## Aim of the exercise
Each record below should be written out again exactly as given.

- - -

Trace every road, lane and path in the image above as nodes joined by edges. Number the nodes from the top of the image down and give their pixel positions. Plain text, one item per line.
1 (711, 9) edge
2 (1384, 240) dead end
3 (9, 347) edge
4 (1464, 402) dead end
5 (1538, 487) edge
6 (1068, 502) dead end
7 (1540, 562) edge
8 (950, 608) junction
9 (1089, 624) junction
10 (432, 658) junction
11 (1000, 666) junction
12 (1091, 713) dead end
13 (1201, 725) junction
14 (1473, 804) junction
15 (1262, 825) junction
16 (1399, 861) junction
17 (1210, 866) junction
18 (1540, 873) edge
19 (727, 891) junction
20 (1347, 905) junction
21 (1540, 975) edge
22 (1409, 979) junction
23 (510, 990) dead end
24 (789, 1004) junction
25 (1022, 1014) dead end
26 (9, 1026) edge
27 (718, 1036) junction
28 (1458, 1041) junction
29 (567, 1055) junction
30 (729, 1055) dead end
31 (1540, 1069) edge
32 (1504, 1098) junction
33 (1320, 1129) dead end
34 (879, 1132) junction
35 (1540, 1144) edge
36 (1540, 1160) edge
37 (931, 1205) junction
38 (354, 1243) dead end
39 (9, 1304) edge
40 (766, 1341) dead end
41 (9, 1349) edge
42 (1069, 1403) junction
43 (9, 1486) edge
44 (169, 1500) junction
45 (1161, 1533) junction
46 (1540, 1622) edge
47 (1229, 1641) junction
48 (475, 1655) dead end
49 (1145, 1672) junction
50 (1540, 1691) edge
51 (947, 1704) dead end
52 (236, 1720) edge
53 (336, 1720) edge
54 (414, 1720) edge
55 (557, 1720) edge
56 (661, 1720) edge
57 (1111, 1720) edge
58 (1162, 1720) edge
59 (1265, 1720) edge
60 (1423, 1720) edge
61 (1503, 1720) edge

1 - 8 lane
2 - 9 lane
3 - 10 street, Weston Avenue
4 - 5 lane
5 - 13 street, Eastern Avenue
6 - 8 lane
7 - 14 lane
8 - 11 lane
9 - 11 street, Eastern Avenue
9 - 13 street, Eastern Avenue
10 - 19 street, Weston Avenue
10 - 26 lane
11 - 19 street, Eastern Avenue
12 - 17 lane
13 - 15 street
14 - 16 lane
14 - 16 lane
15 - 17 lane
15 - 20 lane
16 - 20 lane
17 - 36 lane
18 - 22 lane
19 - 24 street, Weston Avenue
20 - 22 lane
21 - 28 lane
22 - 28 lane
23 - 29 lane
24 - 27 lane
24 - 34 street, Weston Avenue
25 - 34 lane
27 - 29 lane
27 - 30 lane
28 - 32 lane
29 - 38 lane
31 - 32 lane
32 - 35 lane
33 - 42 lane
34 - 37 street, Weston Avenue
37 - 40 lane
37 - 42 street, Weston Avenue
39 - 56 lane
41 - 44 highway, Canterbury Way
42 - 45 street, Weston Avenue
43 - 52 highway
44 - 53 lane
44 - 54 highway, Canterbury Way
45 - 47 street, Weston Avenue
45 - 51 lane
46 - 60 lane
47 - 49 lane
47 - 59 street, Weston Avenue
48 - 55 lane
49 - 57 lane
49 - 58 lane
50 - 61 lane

- - -

## Result of the exercise
Trace every road, lane and path in the image above as nodes joined by edges. Number the nodes from the top of the image down and give their pixel positions. Plain text, one item per line.
1 (711, 9) edge
2 (1384, 240) dead end
3 (9, 347) edge
4 (1464, 402) dead end
5 (1538, 487) edge
6 (1068, 502) dead end
7 (1540, 562) edge
8 (950, 608) junction
9 (1089, 624) junction
10 (432, 658) junction
11 (1000, 666) junction
12 (1091, 713) dead end
13 (1201, 725) junction
14 (1473, 804) junction
15 (1262, 825) junction
16 (1399, 861) junction
17 (1210, 866) junction
18 (1540, 873) edge
19 (727, 891) junction
20 (1347, 905) junction
21 (1540, 975) edge
22 (1409, 979) junction
23 (510, 990) dead end
24 (789, 1004) junction
25 (1022, 1014) dead end
26 (9, 1026) edge
27 (718, 1036) junction
28 (1458, 1041) junction
29 (567, 1055) junction
30 (729, 1055) dead end
31 (1540, 1069) edge
32 (1504, 1098) junction
33 (1320, 1129) dead end
34 (879, 1132) junction
35 (1540, 1144) edge
36 (1540, 1160) edge
37 (931, 1205) junction
38 (354, 1243) dead end
39 (9, 1304) edge
40 (766, 1341) dead end
41 (9, 1349) edge
42 (1069, 1403) junction
43 (9, 1486) edge
44 (169, 1500) junction
45 (1161, 1533) junction
46 (1540, 1622) edge
47 (1229, 1641) junction
48 (475, 1655) dead end
49 (1145, 1672) junction
50 (1540, 1691) edge
51 (947, 1704) dead end
52 (236, 1720) edge
53 (336, 1720) edge
54 (414, 1720) edge
55 (557, 1720) edge
56 (661, 1720) edge
57 (1111, 1720) edge
58 (1162, 1720) edge
59 (1265, 1720) edge
60 (1423, 1720) edge
61 (1503, 1720) edge

1 - 8 lane
2 - 9 lane
3 - 10 street, Weston Avenue
4 - 5 lane
5 - 13 street, Eastern Avenue
6 - 8 lane
7 - 14 lane
8 - 11 lane
9 - 11 street, Eastern Avenue
9 - 13 street, Eastern Avenue
10 - 19 street, Weston Avenue
10 - 26 lane
11 - 19 street, Eastern Avenue
12 - 17 lane
13 - 15 street
14 - 16 lane
14 - 16 lane
15 - 17 lane
15 - 20 lane
16 - 20 lane
17 - 36 lane
18 - 22 lane
19 - 24 street, Weston Avenue
20 - 22 lane
21 - 28 lane
22 - 28 lane
23 - 29 lane
24 - 27 lane
24 - 34 street, Weston Avenue
25 - 34 lane
27 - 29 lane
27 - 30 lane
28 - 32 lane
29 - 38 lane
31 - 32 lane
32 - 35 lane
33 - 42 lane
34 - 37 street, Weston Avenue
37 - 40 lane
37 - 42 street, Weston Avenue
39 - 56 lane
41 - 44 highway, Canterbury Way
42 - 45 street, Weston Avenue
43 - 52 highway
44 - 53 lane
44 - 54 highway, Canterbury Way
45 - 47 street, Weston Avenue
45 - 51 lane
46 - 60 lane
47 - 49 lane
47 - 59 street, Weston Avenue
48 - 55 lane
49 - 57 lane
49 - 58 lane
50 - 61 lane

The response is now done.